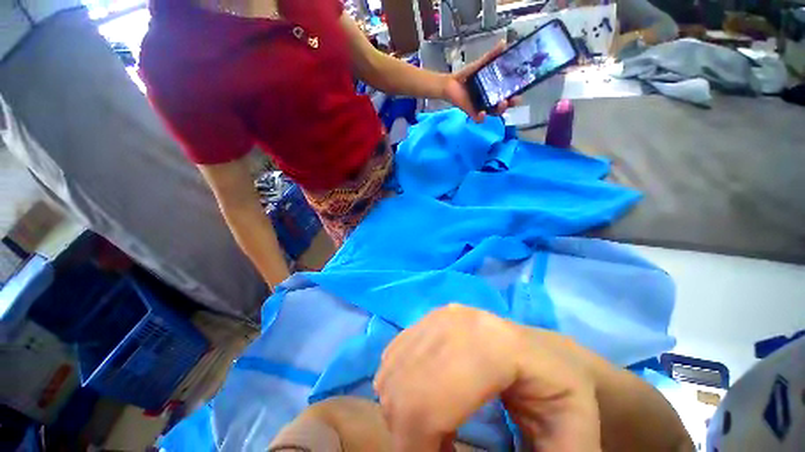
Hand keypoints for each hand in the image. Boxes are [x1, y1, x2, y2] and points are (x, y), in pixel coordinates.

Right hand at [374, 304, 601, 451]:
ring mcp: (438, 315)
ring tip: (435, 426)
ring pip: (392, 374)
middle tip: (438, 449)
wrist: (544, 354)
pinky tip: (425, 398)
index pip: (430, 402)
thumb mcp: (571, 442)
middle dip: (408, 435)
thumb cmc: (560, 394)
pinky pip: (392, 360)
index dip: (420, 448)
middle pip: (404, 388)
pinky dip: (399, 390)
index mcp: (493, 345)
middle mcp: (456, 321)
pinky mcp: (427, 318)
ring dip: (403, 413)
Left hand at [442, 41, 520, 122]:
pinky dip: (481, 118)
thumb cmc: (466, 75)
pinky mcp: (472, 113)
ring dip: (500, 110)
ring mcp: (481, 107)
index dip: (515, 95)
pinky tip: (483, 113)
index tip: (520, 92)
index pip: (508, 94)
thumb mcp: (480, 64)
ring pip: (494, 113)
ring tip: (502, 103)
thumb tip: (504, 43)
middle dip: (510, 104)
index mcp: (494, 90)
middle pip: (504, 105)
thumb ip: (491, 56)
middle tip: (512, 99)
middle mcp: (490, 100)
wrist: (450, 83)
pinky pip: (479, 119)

_ _ _ _

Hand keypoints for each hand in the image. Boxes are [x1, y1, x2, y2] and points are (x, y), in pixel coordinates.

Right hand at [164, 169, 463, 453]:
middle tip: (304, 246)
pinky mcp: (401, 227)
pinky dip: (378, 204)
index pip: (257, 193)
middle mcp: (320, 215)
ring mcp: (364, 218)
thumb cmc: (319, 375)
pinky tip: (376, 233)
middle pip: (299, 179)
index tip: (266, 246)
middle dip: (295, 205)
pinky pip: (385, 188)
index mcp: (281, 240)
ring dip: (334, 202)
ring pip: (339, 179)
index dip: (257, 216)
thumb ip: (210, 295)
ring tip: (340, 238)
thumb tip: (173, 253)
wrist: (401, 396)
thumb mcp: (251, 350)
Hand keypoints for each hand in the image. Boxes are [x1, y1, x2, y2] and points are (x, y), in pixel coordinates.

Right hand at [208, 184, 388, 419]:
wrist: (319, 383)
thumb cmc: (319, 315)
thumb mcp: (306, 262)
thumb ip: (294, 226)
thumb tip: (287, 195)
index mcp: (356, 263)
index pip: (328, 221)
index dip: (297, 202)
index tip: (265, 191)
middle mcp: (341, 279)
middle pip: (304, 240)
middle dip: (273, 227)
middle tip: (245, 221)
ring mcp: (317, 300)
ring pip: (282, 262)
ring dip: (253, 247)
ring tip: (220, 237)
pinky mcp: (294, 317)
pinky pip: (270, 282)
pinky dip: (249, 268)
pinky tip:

_ _ _ _

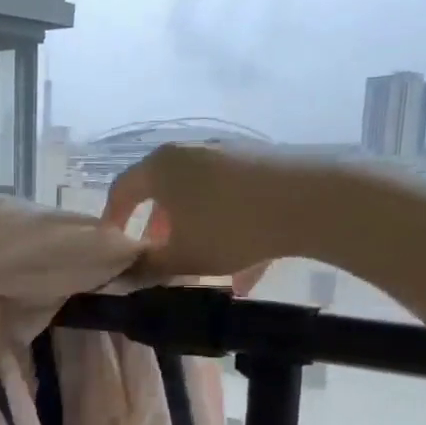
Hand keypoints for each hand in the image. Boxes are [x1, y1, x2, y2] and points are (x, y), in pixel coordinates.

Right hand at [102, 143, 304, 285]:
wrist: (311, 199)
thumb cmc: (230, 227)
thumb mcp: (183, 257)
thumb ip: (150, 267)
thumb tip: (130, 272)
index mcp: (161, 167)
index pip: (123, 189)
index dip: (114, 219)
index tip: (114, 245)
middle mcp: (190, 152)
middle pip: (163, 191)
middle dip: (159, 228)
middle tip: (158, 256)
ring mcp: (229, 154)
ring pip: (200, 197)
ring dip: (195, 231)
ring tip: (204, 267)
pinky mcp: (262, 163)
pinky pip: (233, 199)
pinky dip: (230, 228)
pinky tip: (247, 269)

_ _ _ _

# The problem:
Your task is to transcribe, with no changes, only the lines of the listing above that lie between the line holding "thumb cmc: (230, 227)" and the line holding "pinky tip: (247, 269)", inclusive.

# Result for this task:
thumb cmc: (230, 227)
thumb mcp: (183, 257)
thumb ip: (150, 267)
thumb tip: (130, 272)
index mcp: (161, 167)
index pip: (123, 189)
index dip: (114, 219)
index tip: (114, 245)
middle mcp: (190, 152)
middle pip: (163, 191)
middle dip: (159, 228)
middle tip: (158, 256)
ring mcp: (229, 154)
ring pip: (200, 197)
ring dip: (195, 231)
ring tip: (204, 267)
pinky mcp: (262, 163)
pinky pip: (233, 199)
pinky dip: (230, 228)
pinky tip: (247, 269)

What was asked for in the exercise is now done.